Primavera proposes shoreline barriers characterized by a band of mangroves and a beach forest, with aquaculture ponds, beach resorts and other developments in the landward zone behind the coastal buffer zone.
“I’m proposing for the Philippines … a minimum 100-meter solid green belt of mangroves and/or beach forests,” she said. “A green belt would serve to both restore and maintain the coastline and aid shrimp producers trying to get certification for organic shrimp — as the Vietnamese government has planned for the Cà Mau Peninsula in the south of the country,” she said.
RISING SEAS
Another threat to mangroves and coastlines under discussion is rising sea levels caused by global warming.
“We don’t know what sea-level rise is going to be — we know the direction it is going, but we don’t know the rate and the magnitude,” said Dan Friess, an assistant professor with the University of Singapore who is measuring the surface elevation of mangroves in Thailand and Singapore to establish a baseline.
“Once a mangrove starts to break up, trees are lost and by that point it is too late to save it,” he said.
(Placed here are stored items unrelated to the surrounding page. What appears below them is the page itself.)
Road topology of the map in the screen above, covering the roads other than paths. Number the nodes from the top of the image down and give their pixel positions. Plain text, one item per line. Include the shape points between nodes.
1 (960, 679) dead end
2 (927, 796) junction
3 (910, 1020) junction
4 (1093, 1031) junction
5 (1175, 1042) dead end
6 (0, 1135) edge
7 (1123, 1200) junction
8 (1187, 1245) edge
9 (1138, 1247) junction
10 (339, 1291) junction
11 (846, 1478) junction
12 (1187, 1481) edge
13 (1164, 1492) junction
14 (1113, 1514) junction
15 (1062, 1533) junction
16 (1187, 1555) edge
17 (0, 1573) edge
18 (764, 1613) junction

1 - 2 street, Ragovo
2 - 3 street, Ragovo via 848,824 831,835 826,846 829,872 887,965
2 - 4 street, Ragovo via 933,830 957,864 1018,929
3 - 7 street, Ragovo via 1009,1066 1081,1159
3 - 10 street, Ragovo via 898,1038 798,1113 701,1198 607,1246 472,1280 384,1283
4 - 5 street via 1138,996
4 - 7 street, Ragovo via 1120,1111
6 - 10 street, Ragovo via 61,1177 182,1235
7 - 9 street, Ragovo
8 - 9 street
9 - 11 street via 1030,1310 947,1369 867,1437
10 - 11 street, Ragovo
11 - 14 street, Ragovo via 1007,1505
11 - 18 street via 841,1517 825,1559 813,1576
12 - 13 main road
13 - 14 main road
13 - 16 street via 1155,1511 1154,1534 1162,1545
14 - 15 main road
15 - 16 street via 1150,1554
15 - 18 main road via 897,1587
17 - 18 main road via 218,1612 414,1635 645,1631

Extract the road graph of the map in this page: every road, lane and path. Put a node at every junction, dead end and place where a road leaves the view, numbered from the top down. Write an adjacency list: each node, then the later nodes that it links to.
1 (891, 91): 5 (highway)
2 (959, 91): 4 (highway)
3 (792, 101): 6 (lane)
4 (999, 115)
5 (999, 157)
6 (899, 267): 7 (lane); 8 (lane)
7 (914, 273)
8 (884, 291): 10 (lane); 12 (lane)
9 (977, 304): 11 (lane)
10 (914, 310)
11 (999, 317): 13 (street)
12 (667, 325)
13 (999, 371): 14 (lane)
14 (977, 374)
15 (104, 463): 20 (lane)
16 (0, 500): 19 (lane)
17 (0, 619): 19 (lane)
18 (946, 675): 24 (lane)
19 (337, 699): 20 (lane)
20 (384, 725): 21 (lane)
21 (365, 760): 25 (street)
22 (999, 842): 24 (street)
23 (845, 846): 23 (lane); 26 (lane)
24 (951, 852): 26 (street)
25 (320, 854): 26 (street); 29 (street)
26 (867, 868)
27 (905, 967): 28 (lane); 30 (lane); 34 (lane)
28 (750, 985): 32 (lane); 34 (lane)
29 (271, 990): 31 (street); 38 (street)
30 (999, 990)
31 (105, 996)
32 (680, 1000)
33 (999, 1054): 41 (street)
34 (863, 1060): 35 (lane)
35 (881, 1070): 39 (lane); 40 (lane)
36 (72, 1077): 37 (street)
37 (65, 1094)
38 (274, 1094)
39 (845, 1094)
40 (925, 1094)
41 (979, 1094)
“Mangroves are not static and can tolerate a certain amount of flooding, but over time they can drown. What we are most interested in is whether we have the mangroves that have the ability to respond to whatever rate sea-level rise may be, and how we can manage a mangrove to help it respond.”
CARBON DYNAMICS
Carbon-rich mangrove ecosystems have a crucial role to play in global climate change adaptation and mitigation strategies — not only do they provide a wide range of ecosystem services, but research indicates they store higher amounts of carbon than other forest types, according to Daniel Murdiyarso, a principal scientist with CIFOR.
It is estimated that mangrove deforestation generates as much as 10 percent of greenhouse gas emissions from deforestation globally, despite accounting for just 0.7 percent of tropical forest area, Murdiyarso said.
“Combined with low-oxygenated, water-logged soils, mangrove ecosystems have the potential to offset emissions that cause global warming,” he said.
Murdiyarso heads up SWAMP, a collaborative project that includes the U.S. Forest Service (USFS), Oregon State University and the U.S. Agency for International Development (USAID) designed to deliver wetlands data for use in developing programs for the sustainable management of wetlands in the tropics.
“The conference gave us a chance to demonstrate the use of our protocol, which allows us to assess carbon stocks and its dynamics on both intact and degraded mangrove ecosystems,” Murdiyarso said.